Longevidade no Brasil "é quase um milagre"
Entrevista: Alexandre Kalache
Fonte: O Globo
Por Carol Knoploch
Presidente do Centro Internacional no Brasil, braço da OMS, afirma que o envelhecimento saudável passa por educação e condições favoráveis de vida.
Hoje é comemorado o Dia Internacional do Idoso e, segundo a Organização Mundial de Saúde (OMS), no Brasil, esse grupo passará de 12% da população para cerca de 20% em 2050 - de 24,4 milhões para cerca de 70 milhões. Para Alexandre Kalache, é "quase um milagre" o Brasil ter conseguido aumentar a expectativa de vida da sua população, já que a maioria dos brasileiros não têm acesso às condições para que isso aconteça.
O envelhecimento saudável também é responsabilidade de cada um individualmente? O Brasileiro cuida da saúde como deveria?
Como comprar comida saudável e colorida se a população só tem dinheiro para o cardápio branco, como arroz, farinha e óleo? Como estas pessoas farão exercícios físicos se trabalham onze horas por dia e ainda encaram transporte público para chegar em casa? Vai correr na praça? Que praça? Onde esse cara mora não tem lugar para lazer. A responsabilidade de envelhecer bem é algo sempre complexo, que envolve educação até para que as pessoas consigam projetar o futuro. O brasileiro é imediatista porque tem de pensar em como pagar a conta no fim do mês. Tem mais dificuldade de pensar nos anos à frente. Além disso, um terço da população tem dificuldade de ler e escrever e não saberá fazer escolhas saudáveis. É preciso mais sensibilidade social.
Como o Brasil está em comparação com os países vizinhos em relação à saúde dos idosos?
Segundo dados da OMS, no Brasil a expectativa de vida de um bebê nascido hoje é de 75 anos, com cerca de dez anos com saúde debilitada. Em países vizinhos, como Argentina, Chile, Costa Rica e outros, a expectativa de vida é de 78 a 80 anos, com sete ou oito anos de doenças. Estamos pior. e se compararmos com países desenvolvidos, no Japão e Alemanha, pior ainda. Nesses lugares, as pessoas vivem até mais do que 80 anos e têm anos "extras" com saúde debilitada. Estes países enriqueceram primeiro e depois envelheceram. É quase um milagre o Brasil ter ganhado esse gap de longevidade. Quando eu nasci, há 70 anos, a expectativa de vida era de cerca de 43 anos.
Qual a atividade do Relatório Mundial sobre Envelhecimento e Saúde da OMS, que afirma que a quantidade de pessoas com mais de 60 anos deverá duplicar no mundo até 2050?
Não é uma novidade em relação ao conteúdo. É em relação ao foco. Este é o primeiro relatório da OMS sobre a longevidade e a primeira vez que o órgão olha com atenção o idoso.

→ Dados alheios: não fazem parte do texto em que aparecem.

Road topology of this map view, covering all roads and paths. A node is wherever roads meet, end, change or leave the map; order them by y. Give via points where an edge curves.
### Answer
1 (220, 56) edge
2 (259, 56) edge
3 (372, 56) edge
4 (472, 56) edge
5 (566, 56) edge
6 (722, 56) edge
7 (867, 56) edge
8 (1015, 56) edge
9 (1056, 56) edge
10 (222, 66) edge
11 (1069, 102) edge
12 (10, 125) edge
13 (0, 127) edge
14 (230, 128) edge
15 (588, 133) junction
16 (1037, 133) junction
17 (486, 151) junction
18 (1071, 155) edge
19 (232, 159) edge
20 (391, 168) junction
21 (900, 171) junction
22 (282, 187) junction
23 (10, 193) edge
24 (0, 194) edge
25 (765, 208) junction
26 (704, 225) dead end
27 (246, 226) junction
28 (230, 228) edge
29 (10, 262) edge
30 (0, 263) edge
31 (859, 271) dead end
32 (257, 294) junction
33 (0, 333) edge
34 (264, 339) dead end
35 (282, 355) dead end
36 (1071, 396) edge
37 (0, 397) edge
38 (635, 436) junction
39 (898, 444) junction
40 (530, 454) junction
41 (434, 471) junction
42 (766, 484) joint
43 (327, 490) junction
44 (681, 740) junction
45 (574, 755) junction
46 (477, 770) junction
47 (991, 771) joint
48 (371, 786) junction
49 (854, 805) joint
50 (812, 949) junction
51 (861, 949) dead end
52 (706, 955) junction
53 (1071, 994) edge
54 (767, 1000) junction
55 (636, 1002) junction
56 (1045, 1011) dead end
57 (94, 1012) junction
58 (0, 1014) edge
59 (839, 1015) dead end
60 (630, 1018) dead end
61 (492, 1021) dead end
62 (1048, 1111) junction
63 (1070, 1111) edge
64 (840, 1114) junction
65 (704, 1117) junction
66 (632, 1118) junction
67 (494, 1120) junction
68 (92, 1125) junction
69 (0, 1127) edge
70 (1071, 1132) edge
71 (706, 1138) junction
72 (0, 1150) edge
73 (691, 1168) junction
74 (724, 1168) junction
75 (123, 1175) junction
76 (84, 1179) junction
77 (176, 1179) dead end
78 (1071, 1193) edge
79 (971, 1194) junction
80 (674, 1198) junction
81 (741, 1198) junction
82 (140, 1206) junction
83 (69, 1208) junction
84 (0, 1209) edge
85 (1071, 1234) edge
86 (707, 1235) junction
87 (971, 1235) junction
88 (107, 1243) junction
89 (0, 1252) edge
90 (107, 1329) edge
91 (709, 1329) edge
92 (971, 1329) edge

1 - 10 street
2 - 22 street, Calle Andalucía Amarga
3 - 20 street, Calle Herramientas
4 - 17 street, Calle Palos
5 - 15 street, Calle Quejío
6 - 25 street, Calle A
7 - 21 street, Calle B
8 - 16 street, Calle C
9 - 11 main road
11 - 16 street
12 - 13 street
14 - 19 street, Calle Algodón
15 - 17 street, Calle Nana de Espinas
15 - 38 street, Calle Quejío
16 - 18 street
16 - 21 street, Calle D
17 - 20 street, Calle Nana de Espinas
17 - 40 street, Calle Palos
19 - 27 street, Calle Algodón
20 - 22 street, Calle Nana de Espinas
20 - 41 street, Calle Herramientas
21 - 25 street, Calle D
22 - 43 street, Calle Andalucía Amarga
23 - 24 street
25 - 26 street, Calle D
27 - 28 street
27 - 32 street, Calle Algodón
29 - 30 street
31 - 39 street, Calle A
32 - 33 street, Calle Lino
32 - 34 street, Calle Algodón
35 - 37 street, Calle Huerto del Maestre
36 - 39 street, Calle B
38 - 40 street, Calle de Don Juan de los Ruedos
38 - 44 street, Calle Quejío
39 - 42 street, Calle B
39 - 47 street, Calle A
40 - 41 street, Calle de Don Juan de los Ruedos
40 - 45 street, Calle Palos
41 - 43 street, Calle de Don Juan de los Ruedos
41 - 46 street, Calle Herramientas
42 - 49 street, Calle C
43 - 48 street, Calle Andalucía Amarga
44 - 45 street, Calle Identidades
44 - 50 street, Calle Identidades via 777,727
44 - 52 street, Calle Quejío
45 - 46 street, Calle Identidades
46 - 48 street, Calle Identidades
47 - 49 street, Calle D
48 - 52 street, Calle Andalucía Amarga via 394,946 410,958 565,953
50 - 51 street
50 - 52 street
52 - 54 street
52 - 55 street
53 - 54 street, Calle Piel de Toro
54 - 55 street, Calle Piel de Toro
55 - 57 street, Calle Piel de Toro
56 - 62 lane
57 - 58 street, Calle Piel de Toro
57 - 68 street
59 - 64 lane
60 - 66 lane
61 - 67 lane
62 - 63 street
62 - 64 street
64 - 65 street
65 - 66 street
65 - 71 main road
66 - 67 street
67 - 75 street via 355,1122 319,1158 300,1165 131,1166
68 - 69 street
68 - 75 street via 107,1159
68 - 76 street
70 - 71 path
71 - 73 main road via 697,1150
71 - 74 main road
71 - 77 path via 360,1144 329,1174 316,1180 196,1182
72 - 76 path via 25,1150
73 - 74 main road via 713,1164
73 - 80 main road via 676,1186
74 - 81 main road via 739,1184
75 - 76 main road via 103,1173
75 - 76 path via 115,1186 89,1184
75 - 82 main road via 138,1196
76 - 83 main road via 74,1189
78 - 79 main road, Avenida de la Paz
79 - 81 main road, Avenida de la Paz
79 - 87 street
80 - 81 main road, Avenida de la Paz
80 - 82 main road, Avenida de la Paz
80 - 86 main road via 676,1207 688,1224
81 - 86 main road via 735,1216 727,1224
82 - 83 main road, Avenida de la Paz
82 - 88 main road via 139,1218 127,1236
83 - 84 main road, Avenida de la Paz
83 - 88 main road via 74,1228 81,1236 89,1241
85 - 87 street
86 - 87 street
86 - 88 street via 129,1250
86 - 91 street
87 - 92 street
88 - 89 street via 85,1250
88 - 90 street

Os idosos são uma realidade no século atual. e a OMS está dizendo aos seus 193 países membros: acordem! É preciso pensar no idoso, temos de dar ênfase a eles. Porque o envelhecimento está chegando rápido.
Na sua opinião, o que é preciso fazer no caso do Brasil?
É preciso tornar os lugares em que vivemos ambientes amigáveis para as pessoas mais velhas, realinhar sistemas de saúde às necessidades dos idosos e que o governos desenvolva sistemas de cuidados de longo prazo que possam reduzir o uso inadequado dos serviços de saúde. O Brasil precisa dar atenção à educação. Incluo aqui mudanças nas faculdades de medicina, na formação educacional dos médicos. Hoje em dia eles estudam como se estivessem no seculo passado. Por que tantos especialistas em reprodução, se cada vez mais mais nascem menos bebês? Por que se estuda tanto sobre sobre criança, se a população está cada vez mais velha e tem mais cachorros do que bebês nos lares atuais? Precisamos de melhores cardiologistas, ortopedistas, geriatras e, de uma forma geral, que os médicos foquem nas doenças crônicas e que sejam antenados com o envelhecimento.